At least coming out enhanced his research. “I did the first draft of the section about coming out to your parents,” he shrugs. Meanwhile, DiLallo contributed his own prudent suggestions on “how to tell your mother.” DiLallo claims responsibility for the more outré selections—he pioneered a segment titled “How to Break Up With a Psycho-Killer”—while Krumholtz had more practical experience in topics including relationships with women.

Attempting to blend vérité and outrageousness could land the authors in hot water, however—and we’re not just talking about a steamy shower at the gym. Their glibness tends to perpetuate rather than defy stereotypes. This runs counter to Krumholtz’s claim that “we were really pushing for a diverse portrait of gay lives….This is a nice window onto the world that [straight readers] may perhaps be interested in or curious about or perhaps even threatened by.”

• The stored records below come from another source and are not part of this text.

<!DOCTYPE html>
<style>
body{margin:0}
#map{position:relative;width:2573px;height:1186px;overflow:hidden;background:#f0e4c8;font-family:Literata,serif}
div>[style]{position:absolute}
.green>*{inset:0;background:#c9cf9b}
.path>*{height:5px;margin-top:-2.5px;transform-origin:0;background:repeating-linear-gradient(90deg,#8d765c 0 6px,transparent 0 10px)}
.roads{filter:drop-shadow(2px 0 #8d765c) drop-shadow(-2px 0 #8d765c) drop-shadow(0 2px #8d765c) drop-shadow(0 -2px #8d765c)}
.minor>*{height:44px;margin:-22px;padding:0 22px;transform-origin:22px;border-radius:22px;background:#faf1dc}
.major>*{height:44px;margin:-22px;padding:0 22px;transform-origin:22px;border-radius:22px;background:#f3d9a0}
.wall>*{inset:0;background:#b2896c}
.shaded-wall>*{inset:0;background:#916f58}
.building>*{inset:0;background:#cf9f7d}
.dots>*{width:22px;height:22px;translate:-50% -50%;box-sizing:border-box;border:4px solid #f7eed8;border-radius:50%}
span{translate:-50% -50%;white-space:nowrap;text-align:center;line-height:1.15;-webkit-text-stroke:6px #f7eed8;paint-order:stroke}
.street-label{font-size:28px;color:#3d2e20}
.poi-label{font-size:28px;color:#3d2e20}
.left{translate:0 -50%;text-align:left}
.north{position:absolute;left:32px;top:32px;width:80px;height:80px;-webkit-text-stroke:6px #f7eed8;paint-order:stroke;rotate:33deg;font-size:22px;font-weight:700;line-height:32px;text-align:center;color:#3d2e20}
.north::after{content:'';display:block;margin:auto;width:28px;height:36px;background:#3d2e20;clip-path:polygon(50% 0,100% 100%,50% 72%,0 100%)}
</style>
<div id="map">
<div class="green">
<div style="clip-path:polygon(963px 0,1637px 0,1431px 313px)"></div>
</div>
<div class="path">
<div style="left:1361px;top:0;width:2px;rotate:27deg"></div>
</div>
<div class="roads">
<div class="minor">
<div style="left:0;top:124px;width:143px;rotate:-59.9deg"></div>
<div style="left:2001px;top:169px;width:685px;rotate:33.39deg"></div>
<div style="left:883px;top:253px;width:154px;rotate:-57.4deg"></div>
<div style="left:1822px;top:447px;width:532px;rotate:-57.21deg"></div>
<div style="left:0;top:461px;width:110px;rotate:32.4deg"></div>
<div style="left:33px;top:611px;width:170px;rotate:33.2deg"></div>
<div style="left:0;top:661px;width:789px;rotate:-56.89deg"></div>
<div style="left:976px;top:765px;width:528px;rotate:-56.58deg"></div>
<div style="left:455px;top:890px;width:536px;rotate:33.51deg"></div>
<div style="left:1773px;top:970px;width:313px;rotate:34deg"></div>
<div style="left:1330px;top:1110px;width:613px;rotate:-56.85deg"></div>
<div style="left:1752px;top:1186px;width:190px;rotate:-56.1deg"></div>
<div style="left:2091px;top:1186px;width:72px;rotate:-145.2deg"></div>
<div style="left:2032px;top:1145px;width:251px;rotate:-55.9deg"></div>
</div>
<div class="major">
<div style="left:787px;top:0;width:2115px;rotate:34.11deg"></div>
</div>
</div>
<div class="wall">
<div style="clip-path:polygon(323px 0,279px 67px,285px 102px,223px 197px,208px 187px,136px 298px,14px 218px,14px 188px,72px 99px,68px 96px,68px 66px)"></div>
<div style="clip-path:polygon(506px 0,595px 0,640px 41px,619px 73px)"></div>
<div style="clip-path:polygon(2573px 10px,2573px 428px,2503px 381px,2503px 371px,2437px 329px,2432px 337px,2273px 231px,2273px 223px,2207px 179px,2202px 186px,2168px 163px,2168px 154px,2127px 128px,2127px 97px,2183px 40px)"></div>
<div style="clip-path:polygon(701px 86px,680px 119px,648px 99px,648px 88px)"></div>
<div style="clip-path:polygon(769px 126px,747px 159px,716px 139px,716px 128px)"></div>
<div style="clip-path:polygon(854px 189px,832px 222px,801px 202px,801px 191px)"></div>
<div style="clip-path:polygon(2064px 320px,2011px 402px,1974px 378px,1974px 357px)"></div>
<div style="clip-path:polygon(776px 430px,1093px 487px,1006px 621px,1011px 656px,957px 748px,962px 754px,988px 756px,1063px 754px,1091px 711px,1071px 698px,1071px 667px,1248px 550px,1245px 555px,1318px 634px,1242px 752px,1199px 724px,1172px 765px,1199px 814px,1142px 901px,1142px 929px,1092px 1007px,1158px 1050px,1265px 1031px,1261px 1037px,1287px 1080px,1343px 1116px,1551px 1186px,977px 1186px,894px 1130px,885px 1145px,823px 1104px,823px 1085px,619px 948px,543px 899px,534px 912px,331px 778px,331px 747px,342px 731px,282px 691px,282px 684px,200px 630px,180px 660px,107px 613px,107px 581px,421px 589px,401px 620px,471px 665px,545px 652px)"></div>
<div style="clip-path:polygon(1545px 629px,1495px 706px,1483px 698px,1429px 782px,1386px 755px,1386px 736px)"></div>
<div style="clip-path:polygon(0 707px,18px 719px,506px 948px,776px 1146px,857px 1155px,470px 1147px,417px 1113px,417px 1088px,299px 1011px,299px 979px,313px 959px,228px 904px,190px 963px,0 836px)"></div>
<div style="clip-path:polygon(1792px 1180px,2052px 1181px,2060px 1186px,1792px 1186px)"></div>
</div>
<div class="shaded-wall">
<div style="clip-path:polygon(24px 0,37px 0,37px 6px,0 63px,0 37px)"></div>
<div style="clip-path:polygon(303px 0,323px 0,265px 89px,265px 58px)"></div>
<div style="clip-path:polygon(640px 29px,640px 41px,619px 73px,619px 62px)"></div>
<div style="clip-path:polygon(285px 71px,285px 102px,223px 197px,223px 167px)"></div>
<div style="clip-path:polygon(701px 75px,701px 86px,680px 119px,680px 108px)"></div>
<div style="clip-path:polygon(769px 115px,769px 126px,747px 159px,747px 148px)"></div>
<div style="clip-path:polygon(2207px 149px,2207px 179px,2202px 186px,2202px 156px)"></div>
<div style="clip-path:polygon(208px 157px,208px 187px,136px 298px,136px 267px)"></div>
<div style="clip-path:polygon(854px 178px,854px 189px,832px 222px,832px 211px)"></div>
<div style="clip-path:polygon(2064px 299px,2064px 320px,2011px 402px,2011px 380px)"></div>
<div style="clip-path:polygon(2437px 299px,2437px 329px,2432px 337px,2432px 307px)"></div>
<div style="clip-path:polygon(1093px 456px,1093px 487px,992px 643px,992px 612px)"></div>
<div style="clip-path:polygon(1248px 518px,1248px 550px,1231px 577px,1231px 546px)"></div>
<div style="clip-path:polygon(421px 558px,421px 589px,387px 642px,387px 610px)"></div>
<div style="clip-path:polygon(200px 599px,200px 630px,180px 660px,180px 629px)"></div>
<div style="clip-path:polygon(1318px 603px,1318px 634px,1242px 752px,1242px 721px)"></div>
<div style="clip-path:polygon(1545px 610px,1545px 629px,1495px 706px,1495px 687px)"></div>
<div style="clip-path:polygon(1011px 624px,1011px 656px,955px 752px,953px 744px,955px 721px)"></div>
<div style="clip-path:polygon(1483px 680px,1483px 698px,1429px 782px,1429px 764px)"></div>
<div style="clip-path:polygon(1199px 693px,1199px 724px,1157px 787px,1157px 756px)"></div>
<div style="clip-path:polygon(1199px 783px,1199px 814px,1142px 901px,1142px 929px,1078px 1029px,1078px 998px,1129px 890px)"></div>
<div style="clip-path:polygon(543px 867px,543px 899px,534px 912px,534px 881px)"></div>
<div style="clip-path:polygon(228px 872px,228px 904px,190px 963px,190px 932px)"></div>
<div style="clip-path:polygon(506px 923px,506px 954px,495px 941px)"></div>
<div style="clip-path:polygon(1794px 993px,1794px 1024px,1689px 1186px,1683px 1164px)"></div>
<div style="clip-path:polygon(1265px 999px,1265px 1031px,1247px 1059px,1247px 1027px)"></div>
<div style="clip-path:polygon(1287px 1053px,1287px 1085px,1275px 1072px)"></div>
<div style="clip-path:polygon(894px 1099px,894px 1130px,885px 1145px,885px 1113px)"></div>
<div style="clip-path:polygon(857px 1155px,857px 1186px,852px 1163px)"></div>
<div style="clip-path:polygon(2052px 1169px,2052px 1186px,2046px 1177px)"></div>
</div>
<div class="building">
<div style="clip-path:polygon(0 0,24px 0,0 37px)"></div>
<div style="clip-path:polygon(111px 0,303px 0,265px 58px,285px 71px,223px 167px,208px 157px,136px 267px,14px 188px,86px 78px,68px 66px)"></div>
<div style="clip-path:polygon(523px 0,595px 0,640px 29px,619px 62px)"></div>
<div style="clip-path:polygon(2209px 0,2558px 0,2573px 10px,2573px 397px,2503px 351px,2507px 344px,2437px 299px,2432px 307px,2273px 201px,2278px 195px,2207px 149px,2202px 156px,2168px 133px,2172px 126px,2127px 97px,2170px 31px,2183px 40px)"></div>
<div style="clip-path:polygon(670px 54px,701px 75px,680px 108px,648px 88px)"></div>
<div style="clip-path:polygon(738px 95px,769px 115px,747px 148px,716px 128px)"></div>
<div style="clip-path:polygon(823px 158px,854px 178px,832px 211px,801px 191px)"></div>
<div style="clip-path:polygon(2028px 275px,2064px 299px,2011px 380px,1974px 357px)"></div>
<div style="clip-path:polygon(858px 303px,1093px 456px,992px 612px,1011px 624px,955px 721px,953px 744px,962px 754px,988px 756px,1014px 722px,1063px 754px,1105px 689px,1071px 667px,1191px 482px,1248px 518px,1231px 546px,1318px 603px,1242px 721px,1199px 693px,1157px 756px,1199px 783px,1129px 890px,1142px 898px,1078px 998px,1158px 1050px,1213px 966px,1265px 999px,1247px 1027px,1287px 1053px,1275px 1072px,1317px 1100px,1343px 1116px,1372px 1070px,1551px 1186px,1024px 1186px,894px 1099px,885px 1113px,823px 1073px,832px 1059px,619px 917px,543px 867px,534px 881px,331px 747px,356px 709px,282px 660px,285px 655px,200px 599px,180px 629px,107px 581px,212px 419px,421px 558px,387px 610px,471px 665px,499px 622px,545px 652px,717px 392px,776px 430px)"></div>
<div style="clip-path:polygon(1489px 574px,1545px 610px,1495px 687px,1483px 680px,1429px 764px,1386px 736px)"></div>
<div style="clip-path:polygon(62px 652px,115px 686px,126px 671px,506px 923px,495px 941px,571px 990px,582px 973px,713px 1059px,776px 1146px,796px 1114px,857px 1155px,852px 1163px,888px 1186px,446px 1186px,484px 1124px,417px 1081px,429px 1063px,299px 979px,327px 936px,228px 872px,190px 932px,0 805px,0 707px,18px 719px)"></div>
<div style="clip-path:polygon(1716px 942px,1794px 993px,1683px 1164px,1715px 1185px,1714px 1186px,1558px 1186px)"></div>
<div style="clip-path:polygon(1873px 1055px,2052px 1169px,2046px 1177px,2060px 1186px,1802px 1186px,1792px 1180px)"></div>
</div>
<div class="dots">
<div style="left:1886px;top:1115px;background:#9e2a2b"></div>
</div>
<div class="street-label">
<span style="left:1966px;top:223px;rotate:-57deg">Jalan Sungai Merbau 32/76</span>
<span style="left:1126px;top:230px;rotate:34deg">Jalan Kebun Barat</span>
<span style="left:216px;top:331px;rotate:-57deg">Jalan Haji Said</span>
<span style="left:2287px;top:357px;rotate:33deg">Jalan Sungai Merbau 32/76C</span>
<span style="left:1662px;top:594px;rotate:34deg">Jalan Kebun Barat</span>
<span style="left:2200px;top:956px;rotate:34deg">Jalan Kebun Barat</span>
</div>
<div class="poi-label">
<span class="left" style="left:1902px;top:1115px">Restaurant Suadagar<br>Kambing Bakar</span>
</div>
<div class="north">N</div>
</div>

The authors’ “Guide to the Flora and Fauna of the Gay World” is perhaps the easiest chapter to criticize. It includes photos of men in classic Village People poses: There’s the Biker (“soprano voice forced to tenor….dog collars chafe neck”), the A-Lister (“calluses from social climbing”), the Cowboy (“not shown: bridge club membership”), and the Gym Dandy (“pathological desire to take shirt off in public”). Such definitions arguably encourage narrow perspectives.

But DiLallo defends the images. “I think people tend to see themselves [in different roles] depending on the time of day, or the outfit,” he says. “This is not to suggest that everyone fits into one of these 13 categories. These are just types that are very identifiable.”

“The personas are taking a little bit of all of us to a humorous extreme,” Krumholtz agrees. He thinks a moment, then adds, “I’ve been waiting for the Sugar Daddy in Kevin to come out.”

In any case, sales of the Gay Manual have been brisk since it arrived in stores Oct. 21. Lambda Rising, perhaps the ideal outlet for this work, reports selling 50 copies over the first weekend. But the book trade can be unforgiving, too. “We went into one store and…I saw a guy flipping through it, so I kind of watched him for a while,” Krumholtz says. “Then he put it down and didn’t buy it, and I was completely demoralized. It depressed me for the whole day. My mother said, “You should stay out of bookstores for a while.’ ”

Kevin DiLallo and Jack Krumholtz introduce The Unofficial Gay Manual at 7 p.m. Thursday, Nov. 3, at Luna Books, and 6 p.m. Thursday, Nov. 10, at Lambda Rising.